■ THE PROBLEM
The records below should be written out again, exactly.

[Saved data entries]
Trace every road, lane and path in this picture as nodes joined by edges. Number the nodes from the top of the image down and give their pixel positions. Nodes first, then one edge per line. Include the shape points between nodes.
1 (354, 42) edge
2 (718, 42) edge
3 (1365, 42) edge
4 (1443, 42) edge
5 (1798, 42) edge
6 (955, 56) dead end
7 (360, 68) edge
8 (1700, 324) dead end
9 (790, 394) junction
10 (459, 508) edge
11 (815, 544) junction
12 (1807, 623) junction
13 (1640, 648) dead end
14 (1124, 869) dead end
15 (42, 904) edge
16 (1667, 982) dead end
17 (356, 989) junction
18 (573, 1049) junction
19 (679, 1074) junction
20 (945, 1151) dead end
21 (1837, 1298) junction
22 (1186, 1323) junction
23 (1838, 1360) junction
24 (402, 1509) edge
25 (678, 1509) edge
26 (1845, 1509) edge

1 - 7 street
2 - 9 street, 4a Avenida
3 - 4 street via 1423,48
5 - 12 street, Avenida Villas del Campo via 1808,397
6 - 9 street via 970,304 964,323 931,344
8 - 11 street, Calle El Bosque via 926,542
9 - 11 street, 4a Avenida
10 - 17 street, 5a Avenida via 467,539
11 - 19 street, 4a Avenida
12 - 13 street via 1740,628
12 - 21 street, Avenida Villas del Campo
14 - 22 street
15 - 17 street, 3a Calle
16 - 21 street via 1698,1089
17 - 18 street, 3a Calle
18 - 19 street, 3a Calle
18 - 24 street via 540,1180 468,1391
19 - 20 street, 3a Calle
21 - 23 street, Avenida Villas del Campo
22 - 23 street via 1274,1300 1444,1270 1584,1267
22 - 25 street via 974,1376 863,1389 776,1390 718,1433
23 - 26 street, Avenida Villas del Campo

■ SOLUTION
Trace every road, lane and path in this picture as nodes joined by edges. Number the nodes from the top of the image down and give their pixel positions. Nodes first, then one edge per line. Include the shape points between nodes.
1 (354, 42) edge
2 (718, 42) edge
3 (1365, 42) edge
4 (1443, 42) edge
5 (1798, 42) edge
6 (955, 56) dead end
7 (360, 68) edge
8 (1700, 324) dead end
9 (790, 394) junction
10 (459, 508) edge
11 (815, 544) junction
12 (1807, 623) junction
13 (1640, 648) dead end
14 (1124, 869) dead end
15 (42, 904) edge
16 (1667, 982) dead end
17 (356, 989) junction
18 (573, 1049) junction
19 (679, 1074) junction
20 (945, 1151) dead end
21 (1837, 1298) junction
22 (1186, 1323) junction
23 (1838, 1360) junction
24 (402, 1509) edge
25 (678, 1509) edge
26 (1845, 1509) edge

1 - 7 street
2 - 9 street, 4a Avenida
3 - 4 street via 1423,48
5 - 12 street, Avenida Villas del Campo via 1808,397
6 - 9 street via 970,304 964,323 931,344
8 - 11 street, Calle El Bosque via 926,542
9 - 11 street, 4a Avenida
10 - 17 street, 5a Avenida via 467,539
11 - 19 street, 4a Avenida
12 - 13 street via 1740,628
12 - 21 street, Avenida Villas del Campo
14 - 22 street
15 - 17 street, 3a Calle
16 - 21 street via 1698,1089
17 - 18 street, 3a Calle
18 - 19 street, 3a Calle
18 - 24 street via 540,1180 468,1391
19 - 20 street, 3a Calle
21 - 23 street, Avenida Villas del Campo
22 - 23 street via 1274,1300 1444,1270 1584,1267
22 - 25 street via 974,1376 863,1389 776,1390 718,1433
23 - 26 street, Avenida Villas del Campo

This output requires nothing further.